Em tal perspectiva, são bem oportunas as palavras
do Evangelho de hoje (Jo 3,16-18), no qual Jesus explica a Nicodemos que Deus desde
sempre, sem discriminação ou interrupção, “amou o mundo” e não quer que “ninguém se
perca”, nem que o mundo seja “condenado”. Na lógica de Deus Criador e Pai de todos
os seres humanos, toda a realidade é preciosa para Ele, e por isso envia o seu Filho
unigénito para mostrar o seu amor eterno. O que Deus querpara nós éa “vida”; uma “vida
eterna”, ou seja, expressão plena de Si. Deus é Deus de vida eterna.
Parece
muito bonita a oração, ou melhor, a súplica de Moisés, cujas palavras ouvimos na 1a
leitura desta Missa: “Se encontrei, Senhor, aceitação a vossos olhos, digne-Se o Senhor
caminhar no meio de nós”(Ex 34, 8-9). Moisés pensava num Deus que não é estranho,
que não está em cima, longe e fora, mas que está “no meio” do seu povo! Neste tempo
em que muitos gostariam que Deus ficasse fora do mundo e vivem a sua vida como se
Deus não existisse, Moisés e a Igreja rezam: “Digne-Se o Senhor caminhar no meio de
nós!” Mesmo que nós sejamos um povo de dura cerviz - reza ainda Moisés, e a Igreja
com Ele, identificando-se em suas palavras - “Vós (oh Deus) perdoareis… e fareis de
nós a vossa herança”. Gostaria de concluir estas reflexões com uma exortação retirada
da 2a Epístola de São Paulo aos Coríntios (2Cor 13,11): “Vivei com alegria… vivei
em paz” e “o Deus de amor e da paz estará convosco”. Irmãos e irmãs, como o amor
trinitário de Deus, também o amor eclesial deve sair de si mesmo e doar-se aos outros.
Em primeiro lugar, àqueles que não conhecem o amor de Deus, ou dele se encontram afastados,
ou não se sentem humanamente dignos de serem amados, porque se sentem pecadores. Este
é o vosso programa e o compromisso para os quais Jesus chama hoje a Igreja no Funchal!
E, por fim, irmãos, uma prece muito especial aos nossos Padroeiros:
Nossa
Senhora do Monte e São Tiago olhai para esta Diocese que é vossa; velai pelos nossos
emigrantes e quantos nos acompanham através da televisão, da rádio e da internet;
abençoai e protegei todas as famílias, na sua união e fidelidade; abençoai e protegei
as crianças e os jovens, os idosos, os doentes, os pobres, os desempregados, todos
os que perderam a coragem de sonhar e de acreditar em Deus e nos homens.
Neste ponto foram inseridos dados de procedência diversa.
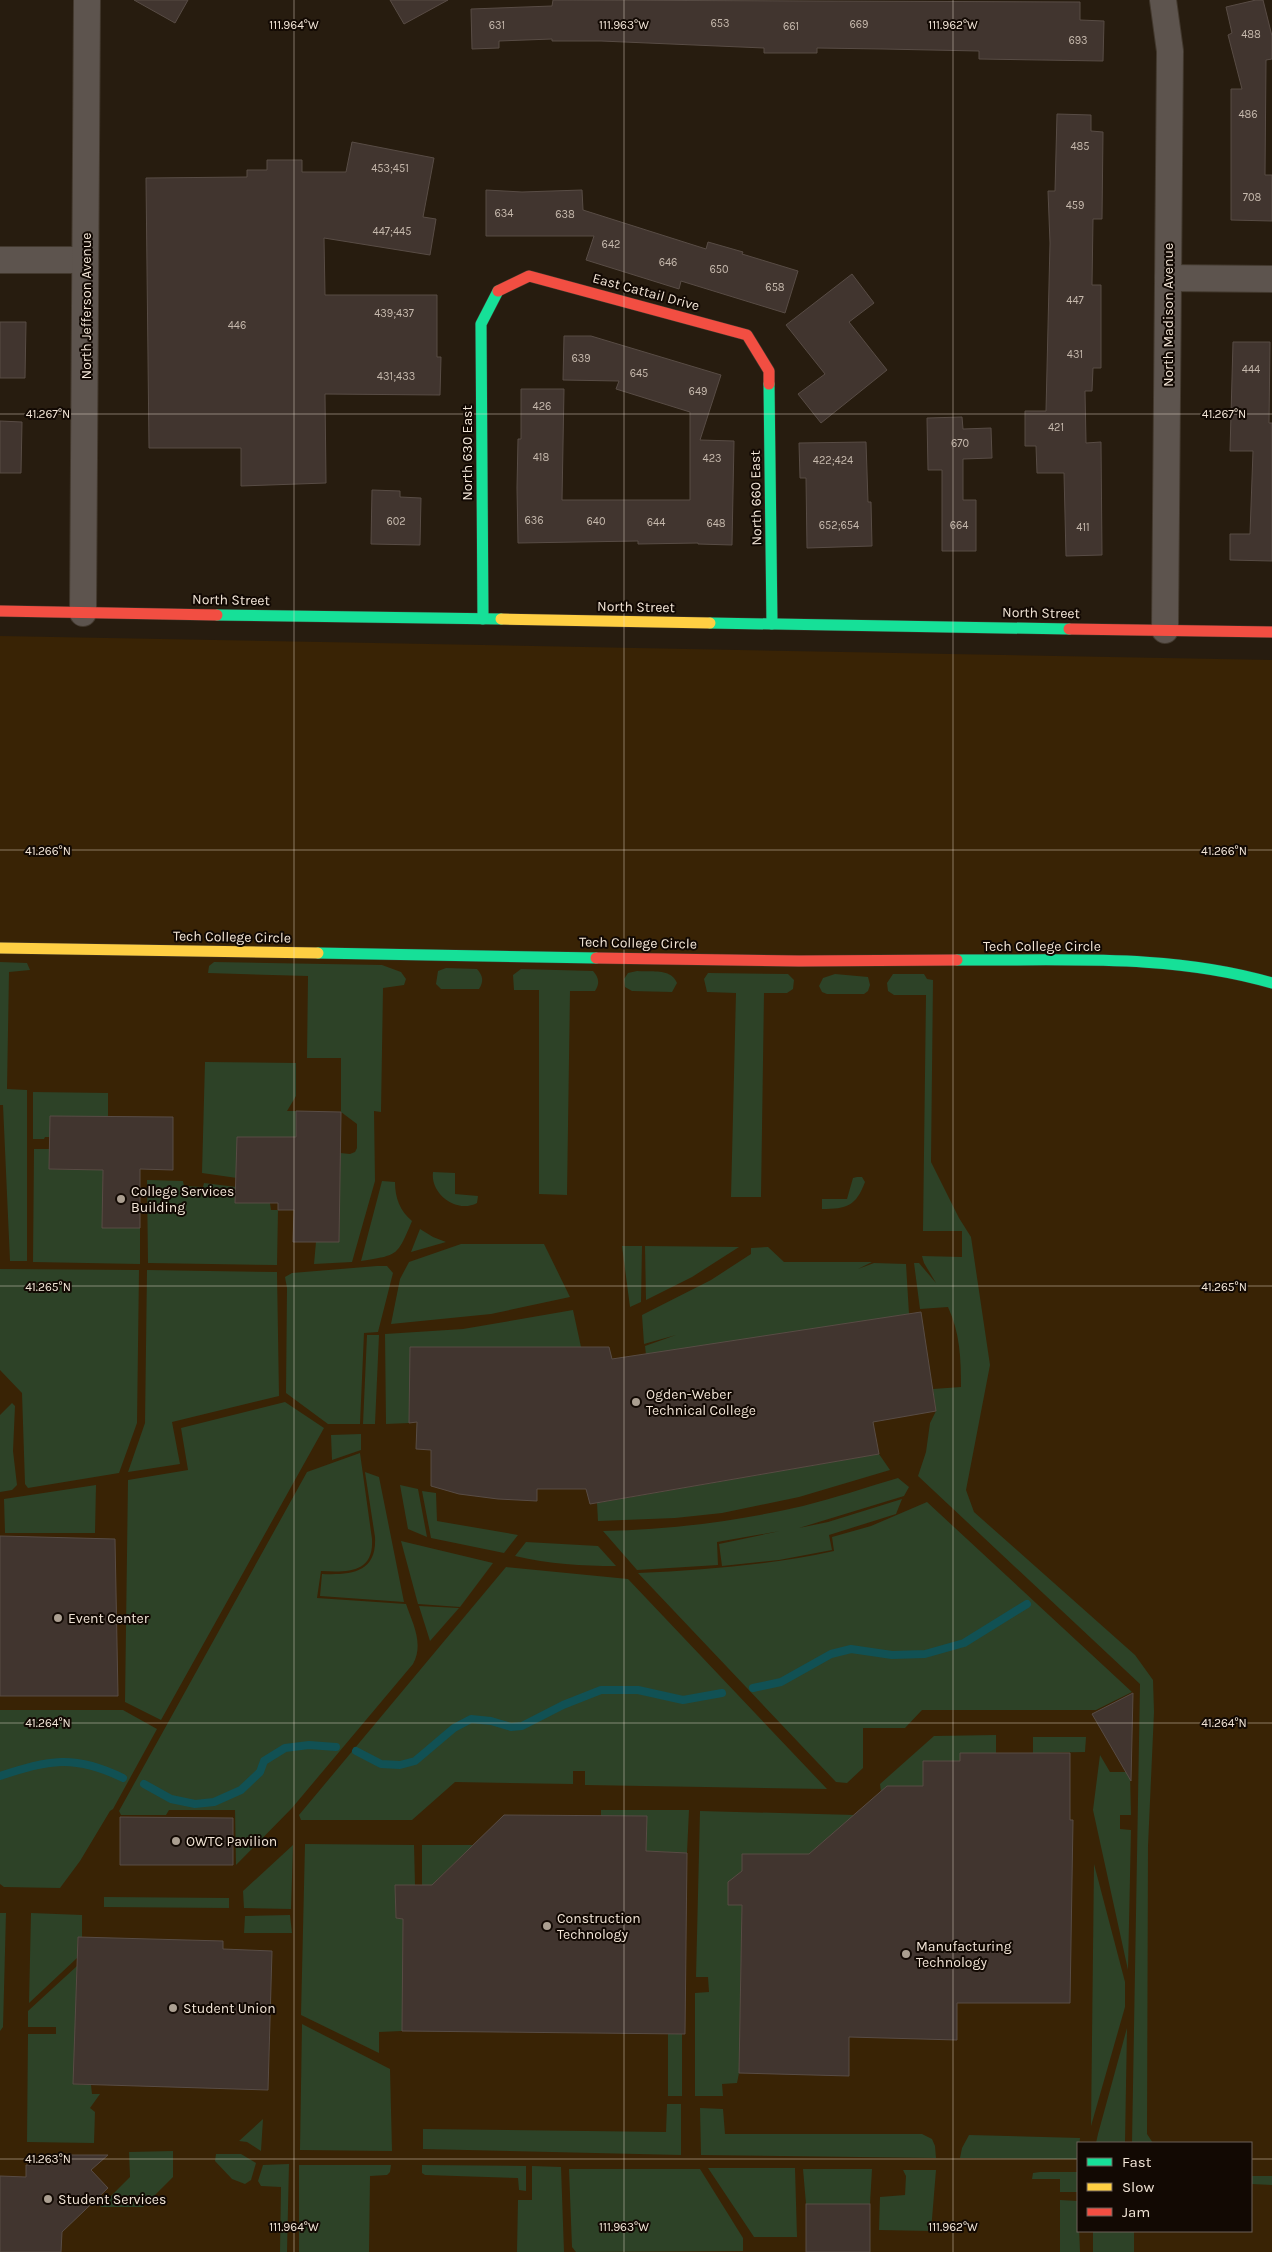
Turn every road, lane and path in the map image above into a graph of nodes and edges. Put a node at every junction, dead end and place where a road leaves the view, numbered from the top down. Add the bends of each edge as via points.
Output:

Que não lhes
falte a saúde, a paz e a concórdia, o trabalho, o ânimo e a alegria da fé e da esperança
para a vida de cada dia.
Os meus Parabéns, Igreja do Funchal!
Que
o Senhor te faça, desde agora, caminhar neste milénio consciente do teu passado, plenamente
convicta do teu presente e que te coloque missionariamente em direção ao futuro, ao
serviço de Deus e dos irmãos. Ámen! Assim seja!